A thick and heartbreaking book could be written upon the soldadera—the heroic woman who accompanies the army, carrying, in addition to her baby, any other mortal possession, such as a kettle, basket, goat, blanket, parrot, fruit, and the like. These women are the only visible commissariat for the soldiers; they accompany them in their marches; they forage for them and they cook for them; they nurse them, bury them; they receive their money when it is paid. All this they do and keep up with the march of the army, besides rendering any other service the male may happen to require. It is appalling what self-abnegation is involved in this life. And they keep it up until, like poor beasts, they uncomplainingly drop in their tracks—to arise, I hope, in Heaven.
3 o’clock.
There is some idea that we may start. Men with ropes and hatchets and picks are getting on our train.
Later.
We arrived at Maltrata to be met by dozens of wet Indian women selling lemons, tortillas, and enchiladas. Each wore the eternal blue rebozo and a pre-Spanish cut of skirt—a straight piece of cloth bound around the hips, held somewhat fuller in front. They are called enredadas, from the fashion of folding the stuff about them. Each, of course, had a baby on her back.

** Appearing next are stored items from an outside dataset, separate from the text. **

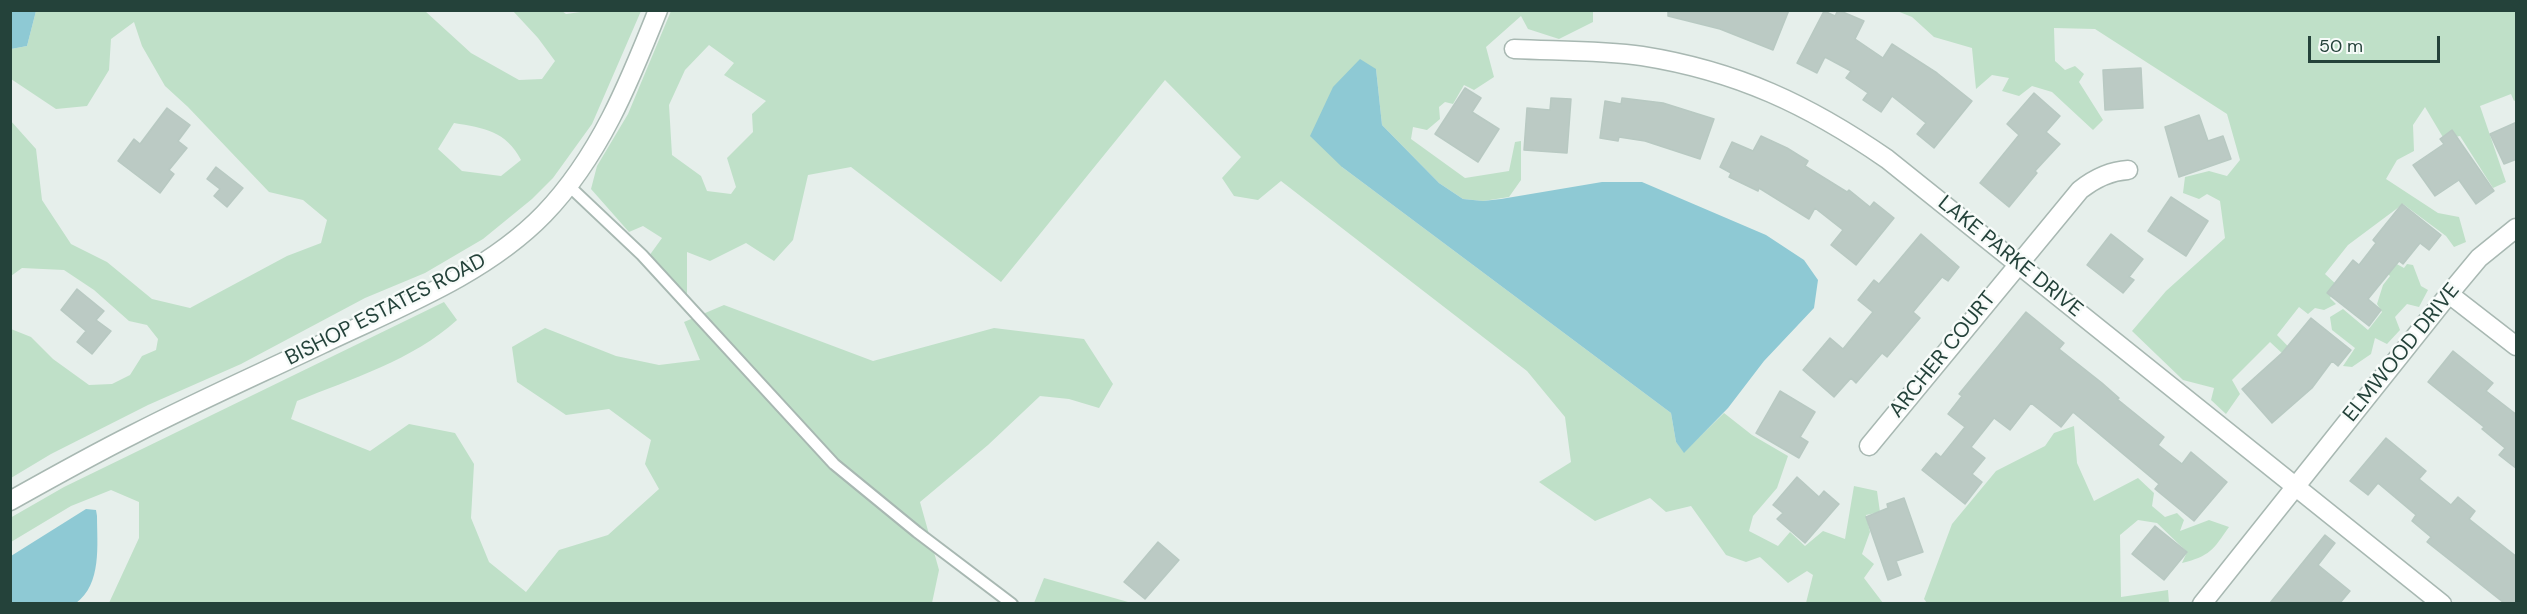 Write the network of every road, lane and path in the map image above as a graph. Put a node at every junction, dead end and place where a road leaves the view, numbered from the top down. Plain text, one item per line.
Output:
1 (658, 10) edge
2 (1514, 49) dead end
3 (2128, 170) dead end
4 (568, 185) junction
5 (2517, 228) edge
6 (2018, 264) junction
7 (2449, 294) junction
8 (2517, 346) edge
9 (1869, 446) dead end
10 (2295, 486) junction
11 (10, 501) edge
12 (1012, 603) edge
13 (2202, 603) edge
14 (2442, 603) edge

1 - 4 street, BISHOP ESTATES ROAD
2 - 6 street, LAKE PARKE DRIVE
3 - 6 street, ARCHER COURT
4 - 11 street, BISHOP ESTATES ROAD
4 - 12 lane
5 - 7 street, ELMWOOD DRIVE
6 - 9 street, ARCHER COURT
6 - 10 street, LAKE PARKE DRIVE
7 - 8 street
7 - 10 street, ELMWOOD DRIVE
10 - 13 street, ELMWOOD DRIVE
10 - 14 street, LAKE PARKE DRIVE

Long lines of rurales came into sight on horseback. With full black capes or brilliant red blankets thrown about their shoulders, their big-brimmed, high-peaked hats, with their black rain-proof covers, these men made a startling and gaudy picture with the underthrill of death and destruction. We have been moving along at a snail’s pace. In a narrow defile we came on one of the train-loads of Federals we had seen leave Orizaba, their guns pointed, ready to fire.
Well, so far, so good. We hear that it was a band of several hundred revolutionaries who attacked the train. The train officials managed to escape under cover of the darkness.
5.30.
We have just passed the scene of pillage. Dozens of Indians—men, women, and children—are digging out hot bottles of beer, boxes of sardines and other conserves from the smoking wreck. Cars, engine, and everything in them were destroyed after the brigands had selected what they could carry away.
A white mist has settled over the mountain. Many of the Indians are wearing a sort of circular cape made of a thatch of bamboo or grass hanging from their shoulders—a kind of garment often seen in wet weather in this altitude. It is marvelous that in so few hours a new track could be laid by the old one. We are passing gingerly over it, and if nothing else happens we shall be in Mexico City after midnight. I am too tired to feel adventurous to-day and shall be glad to find myself with my babe in the comfortable Embassy, instead of witnessing Zapatista ravages at first hand in a cold, gray mist which tones down not only the local color, but one’s enthusiasm.